Among the entries that follow, how many lines contain the string "list"? Write the number alone.

____ DATA FOR REVIEW

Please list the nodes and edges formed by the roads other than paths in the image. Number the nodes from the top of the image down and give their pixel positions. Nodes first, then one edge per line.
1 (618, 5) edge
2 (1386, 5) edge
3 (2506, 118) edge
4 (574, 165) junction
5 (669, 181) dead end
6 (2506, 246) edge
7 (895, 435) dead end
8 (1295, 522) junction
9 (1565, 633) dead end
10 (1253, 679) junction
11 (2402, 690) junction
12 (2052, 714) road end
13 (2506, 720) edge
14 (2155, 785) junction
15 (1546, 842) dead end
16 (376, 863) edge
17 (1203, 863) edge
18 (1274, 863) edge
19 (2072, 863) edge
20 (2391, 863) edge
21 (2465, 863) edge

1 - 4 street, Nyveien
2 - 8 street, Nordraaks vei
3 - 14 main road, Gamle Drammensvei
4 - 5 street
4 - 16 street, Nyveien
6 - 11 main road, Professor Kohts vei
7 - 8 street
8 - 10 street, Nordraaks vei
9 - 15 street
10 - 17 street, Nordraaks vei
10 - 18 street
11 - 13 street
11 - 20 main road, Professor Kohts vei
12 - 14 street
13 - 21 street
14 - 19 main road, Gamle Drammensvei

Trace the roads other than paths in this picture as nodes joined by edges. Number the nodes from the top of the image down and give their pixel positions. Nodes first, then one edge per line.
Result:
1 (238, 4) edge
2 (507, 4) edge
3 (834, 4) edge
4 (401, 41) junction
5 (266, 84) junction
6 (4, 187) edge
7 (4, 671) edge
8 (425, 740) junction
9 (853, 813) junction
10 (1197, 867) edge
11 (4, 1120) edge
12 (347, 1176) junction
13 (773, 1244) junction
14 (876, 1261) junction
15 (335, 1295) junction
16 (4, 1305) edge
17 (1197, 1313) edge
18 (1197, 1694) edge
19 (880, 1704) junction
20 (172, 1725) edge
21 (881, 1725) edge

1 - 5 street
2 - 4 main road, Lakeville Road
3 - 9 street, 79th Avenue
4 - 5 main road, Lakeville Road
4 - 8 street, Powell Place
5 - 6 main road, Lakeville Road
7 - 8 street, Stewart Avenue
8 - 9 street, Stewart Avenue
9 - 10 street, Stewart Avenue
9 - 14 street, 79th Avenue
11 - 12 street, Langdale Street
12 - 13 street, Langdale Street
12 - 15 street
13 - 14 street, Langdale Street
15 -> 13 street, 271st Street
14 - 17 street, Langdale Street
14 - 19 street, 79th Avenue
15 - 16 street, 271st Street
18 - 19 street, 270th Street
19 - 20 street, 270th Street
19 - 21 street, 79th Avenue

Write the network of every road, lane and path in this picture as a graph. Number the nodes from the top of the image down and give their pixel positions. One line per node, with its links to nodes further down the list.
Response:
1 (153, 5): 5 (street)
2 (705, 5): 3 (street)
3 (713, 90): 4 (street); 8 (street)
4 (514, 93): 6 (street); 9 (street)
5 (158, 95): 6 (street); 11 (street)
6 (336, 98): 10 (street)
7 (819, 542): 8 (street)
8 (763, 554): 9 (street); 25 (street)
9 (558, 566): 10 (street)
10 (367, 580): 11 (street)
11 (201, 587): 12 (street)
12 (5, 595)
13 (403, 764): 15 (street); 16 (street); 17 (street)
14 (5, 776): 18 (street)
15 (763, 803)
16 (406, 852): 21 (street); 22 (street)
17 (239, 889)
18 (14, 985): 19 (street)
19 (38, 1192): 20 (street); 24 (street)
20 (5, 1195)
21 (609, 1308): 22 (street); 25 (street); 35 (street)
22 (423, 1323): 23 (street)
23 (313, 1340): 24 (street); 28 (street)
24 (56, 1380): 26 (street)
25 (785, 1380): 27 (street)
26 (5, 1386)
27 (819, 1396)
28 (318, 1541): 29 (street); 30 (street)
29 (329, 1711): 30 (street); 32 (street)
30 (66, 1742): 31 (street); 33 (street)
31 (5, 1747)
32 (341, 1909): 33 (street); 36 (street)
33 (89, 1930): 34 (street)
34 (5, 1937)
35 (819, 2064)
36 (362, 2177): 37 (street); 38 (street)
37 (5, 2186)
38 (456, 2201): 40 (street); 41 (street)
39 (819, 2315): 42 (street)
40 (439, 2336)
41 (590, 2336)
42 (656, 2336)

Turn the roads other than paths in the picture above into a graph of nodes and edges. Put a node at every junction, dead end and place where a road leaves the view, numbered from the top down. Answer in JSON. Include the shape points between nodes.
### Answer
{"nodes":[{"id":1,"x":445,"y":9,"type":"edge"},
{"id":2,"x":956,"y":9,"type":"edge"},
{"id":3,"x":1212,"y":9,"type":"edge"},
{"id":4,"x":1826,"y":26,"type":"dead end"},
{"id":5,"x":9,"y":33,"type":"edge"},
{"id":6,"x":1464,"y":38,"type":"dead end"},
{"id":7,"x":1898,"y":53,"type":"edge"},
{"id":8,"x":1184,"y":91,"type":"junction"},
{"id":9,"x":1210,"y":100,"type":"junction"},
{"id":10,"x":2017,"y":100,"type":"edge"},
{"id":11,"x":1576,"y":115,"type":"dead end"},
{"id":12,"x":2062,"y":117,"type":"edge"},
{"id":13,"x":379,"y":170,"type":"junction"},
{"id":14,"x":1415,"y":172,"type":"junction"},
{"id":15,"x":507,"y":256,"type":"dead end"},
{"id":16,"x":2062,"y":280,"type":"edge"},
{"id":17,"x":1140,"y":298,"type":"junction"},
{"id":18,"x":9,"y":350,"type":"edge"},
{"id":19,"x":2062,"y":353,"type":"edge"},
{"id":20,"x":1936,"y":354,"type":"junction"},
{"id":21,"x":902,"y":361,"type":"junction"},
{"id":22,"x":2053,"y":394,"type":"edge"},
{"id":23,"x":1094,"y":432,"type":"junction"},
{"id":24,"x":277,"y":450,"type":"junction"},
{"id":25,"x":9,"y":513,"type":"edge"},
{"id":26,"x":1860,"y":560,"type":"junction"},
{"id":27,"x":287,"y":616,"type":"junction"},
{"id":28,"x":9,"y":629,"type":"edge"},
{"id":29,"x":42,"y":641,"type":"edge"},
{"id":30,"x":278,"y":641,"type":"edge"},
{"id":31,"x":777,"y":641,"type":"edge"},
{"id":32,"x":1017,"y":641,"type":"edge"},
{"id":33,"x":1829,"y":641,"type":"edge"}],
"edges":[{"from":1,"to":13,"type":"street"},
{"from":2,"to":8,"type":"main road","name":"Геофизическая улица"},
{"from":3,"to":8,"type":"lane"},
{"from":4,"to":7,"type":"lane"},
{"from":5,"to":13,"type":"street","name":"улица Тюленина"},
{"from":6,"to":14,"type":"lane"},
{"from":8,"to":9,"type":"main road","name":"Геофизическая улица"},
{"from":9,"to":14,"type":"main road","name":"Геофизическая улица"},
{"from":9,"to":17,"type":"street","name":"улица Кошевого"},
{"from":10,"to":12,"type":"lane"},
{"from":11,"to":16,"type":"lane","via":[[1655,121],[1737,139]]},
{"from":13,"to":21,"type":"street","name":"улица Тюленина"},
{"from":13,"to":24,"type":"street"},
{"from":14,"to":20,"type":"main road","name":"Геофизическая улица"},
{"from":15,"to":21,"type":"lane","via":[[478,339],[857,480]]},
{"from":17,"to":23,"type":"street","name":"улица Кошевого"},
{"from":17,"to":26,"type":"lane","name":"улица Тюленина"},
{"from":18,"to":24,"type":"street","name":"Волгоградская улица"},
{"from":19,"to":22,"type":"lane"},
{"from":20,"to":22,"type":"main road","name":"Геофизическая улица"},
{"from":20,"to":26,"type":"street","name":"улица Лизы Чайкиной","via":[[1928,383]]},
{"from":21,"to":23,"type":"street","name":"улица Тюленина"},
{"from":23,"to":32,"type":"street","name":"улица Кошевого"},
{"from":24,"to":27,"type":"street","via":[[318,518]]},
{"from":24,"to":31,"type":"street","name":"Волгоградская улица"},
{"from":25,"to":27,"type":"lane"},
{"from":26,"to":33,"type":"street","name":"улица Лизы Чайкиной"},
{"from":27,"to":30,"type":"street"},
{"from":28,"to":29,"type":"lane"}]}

________

### WRITTEN SOLUTION
2